I created a simple brainfuck compiler (bfc.py
) that takes a brainfuck file and outputs a binary. Non-instruction characters (anything but ><+-.,[]
) are interpreted as comments and will not be compiled. I didn’t bother to write a VM that executes compiled brainfuck, although it wouldn’t be hard to write yourself. (If you do, I’d love to see it.)
Let’s compile a simple program to see the compiler in action. mul2.bf
takes some user input, multiplies it by two and prints the result. The source code is as follows:
, store user input in #0
[>++<-] #1 = #0 * 2
>. move to #1 and print its content
Compile it to mul2.bin
and show the generated binary:
$ ./bfc.py mul2.bf mul2.bin
$ hexdump -C mul2.bin
00000000 05 06 00 02 02 01 03 07 00 04 |..........|
0000000a
The rest of this blog post series will be dedicated to reversing and analyzing compiled brainfuck binaries like mul2.bin
.
Preparation
We’ll be using Eclipse to create the processor module.

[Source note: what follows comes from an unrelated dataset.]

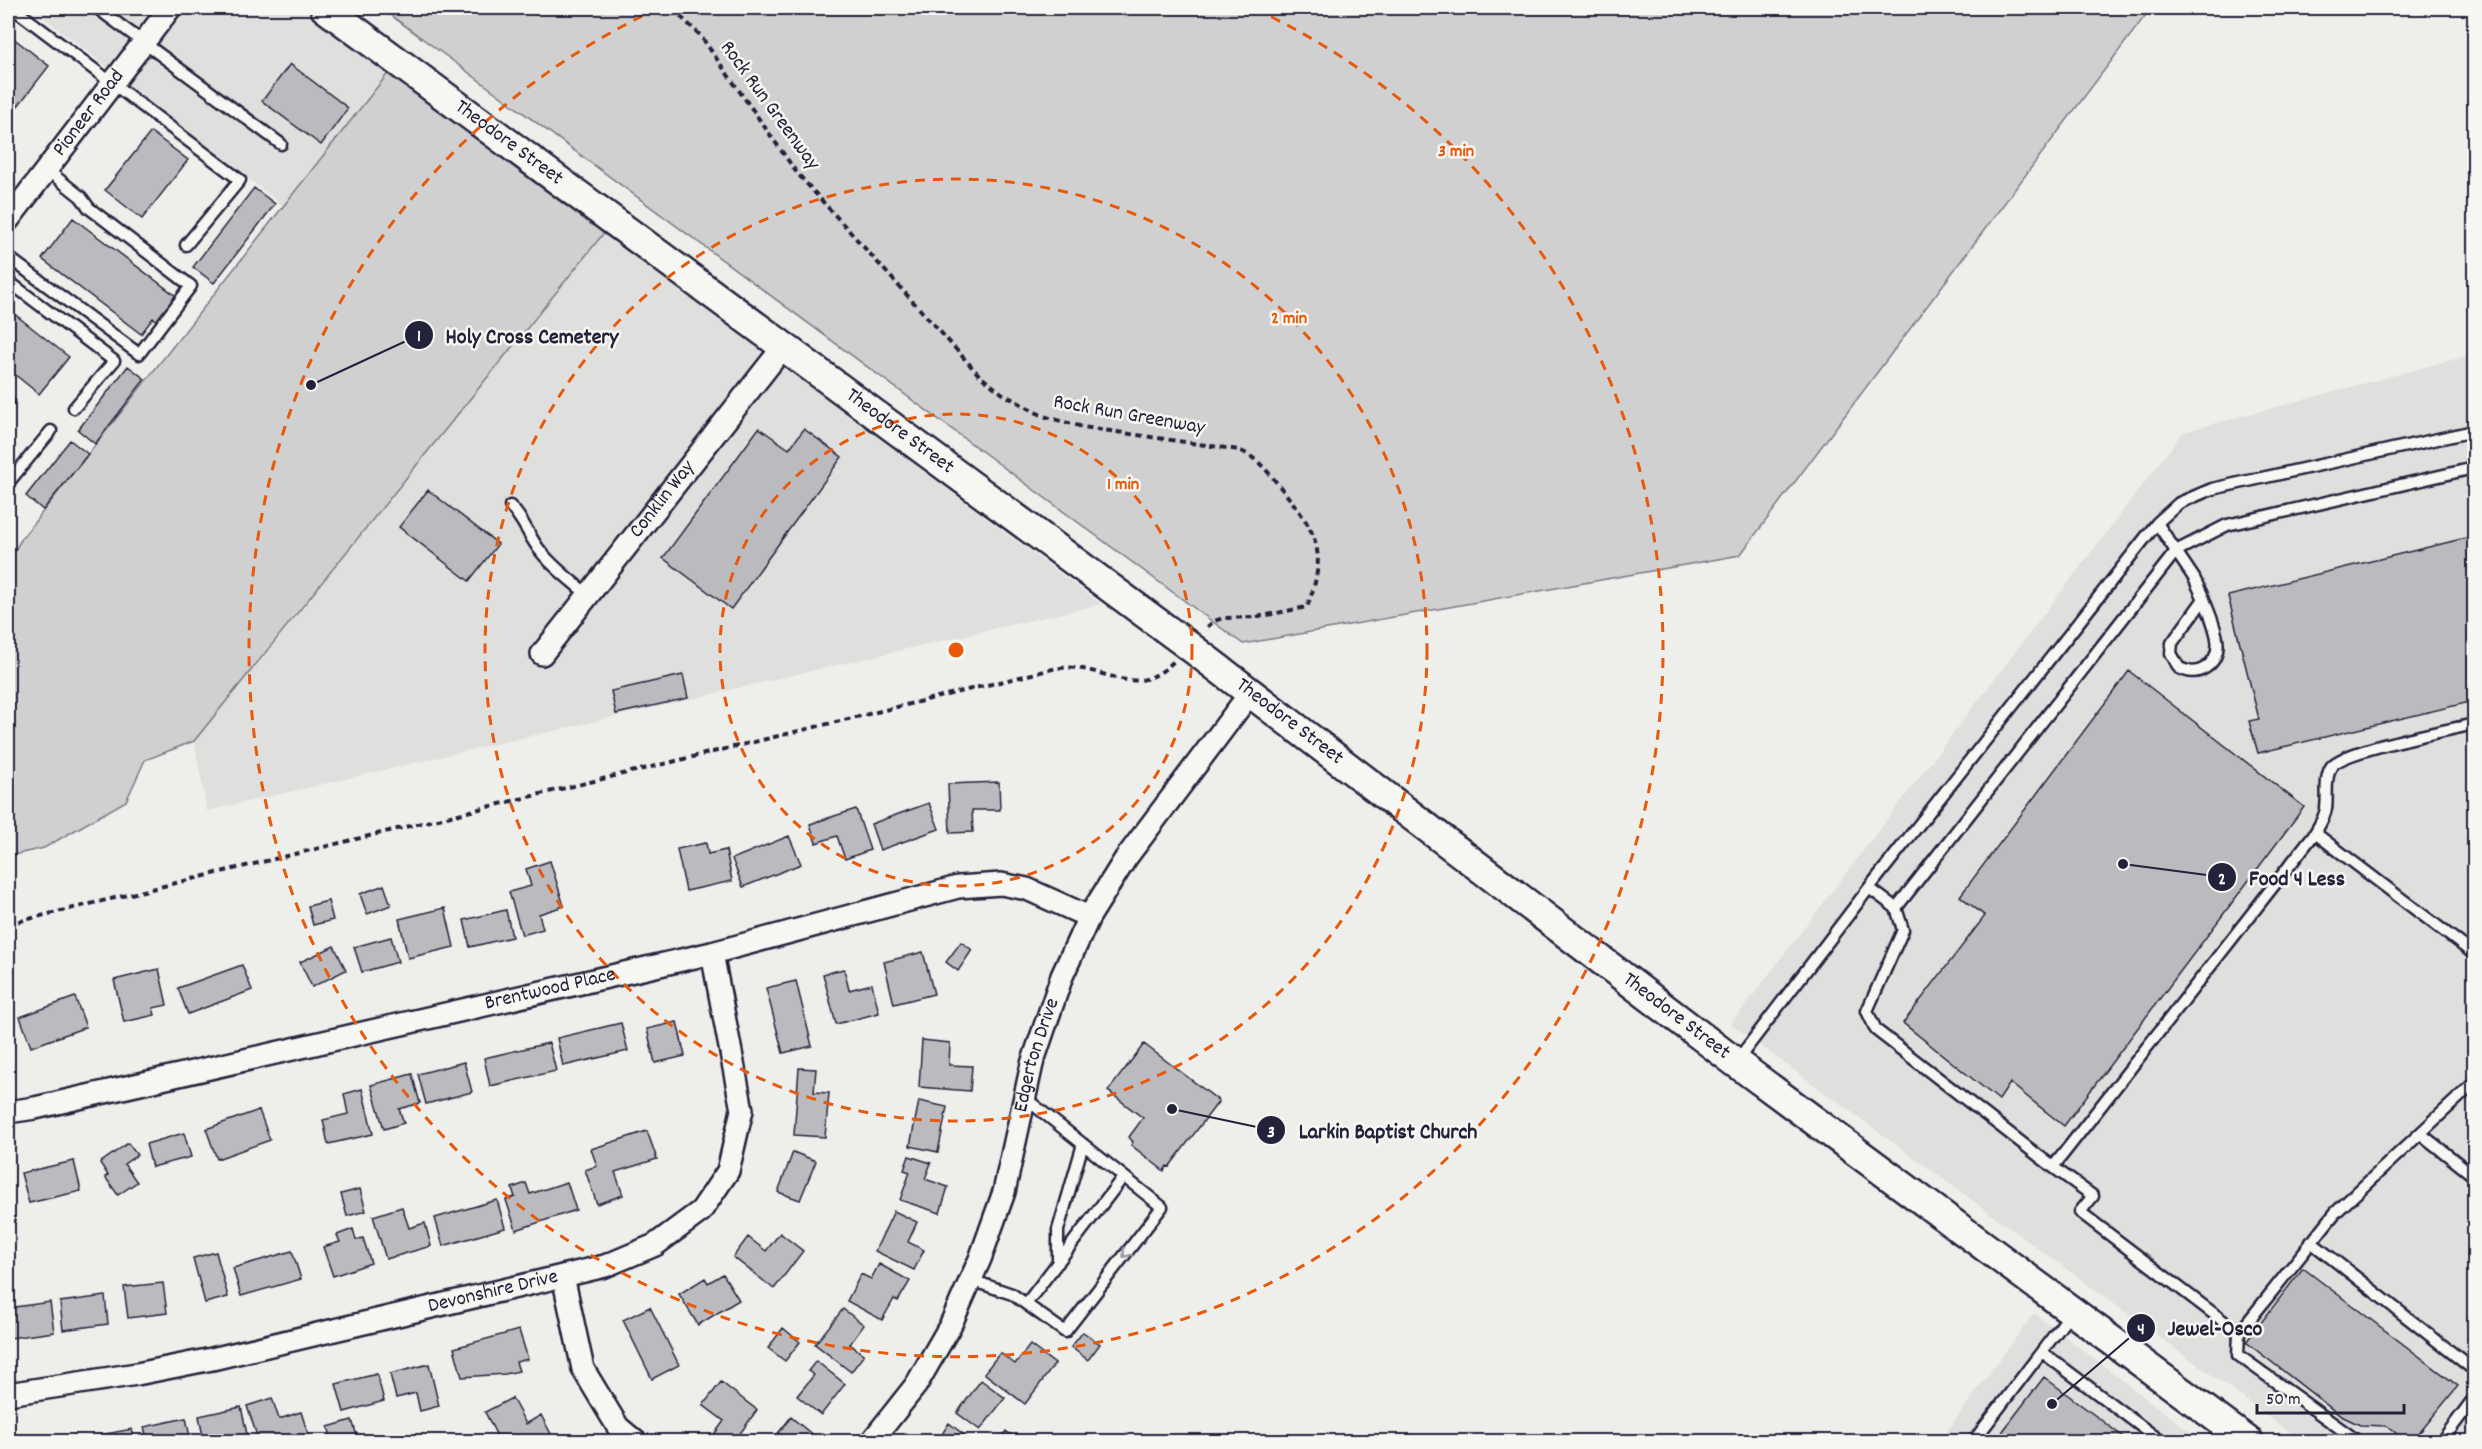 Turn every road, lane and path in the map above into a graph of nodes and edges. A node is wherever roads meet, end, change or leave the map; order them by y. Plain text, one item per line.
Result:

After installing Eclipse, we’re ready to add the GhidraDev extension to Eclipse. The extension can be found in Extensions/Eclipse/GhidraDev/
in the Ghidra installation directory, along with some documentation on how to install this extension. The extension can be added by opening the Help → Install New Software...
menu in Eclipse and selecting the GhidraDev zip. The documentation covers this in more detail.
Although we’re using Eclipse for development, you can use any other IDE of your preference for editing the files. I recommend VS Code with the SleigHighlight extension for syntax highlighting of .slaspec
files. XML syntax highlighting of .ldefs
, .pspec
and .cspec
files is done in VS Code by marking them as XML in the bottom right corner. This is not required, it just eases the development of processor modules.
Creating a project
Create a new project by going to File → New → Project
and select the Ghidra Module Project wizard 🧙.
Specify a name and directory for this project and hit next. The next screen lets us choose the components we want the wizard to add to our project. We only need the analyzer and the processor. Disable the others.
If you haven’t used Eclipse with Ghidra before, you’ll need to specify the root directory of your Ghidra installation and hit next. The last step lets us enable Python support. We don’t need this, so leave the checkbox unchecked.
Then hit finish. We’ve now created our Ghidra project!
Creating the language definitions
The processor lives in data/languages
. The wizard has already populated this folder with definitions for the (hypothetical) skel processor, which are of no use to us. Delete these files.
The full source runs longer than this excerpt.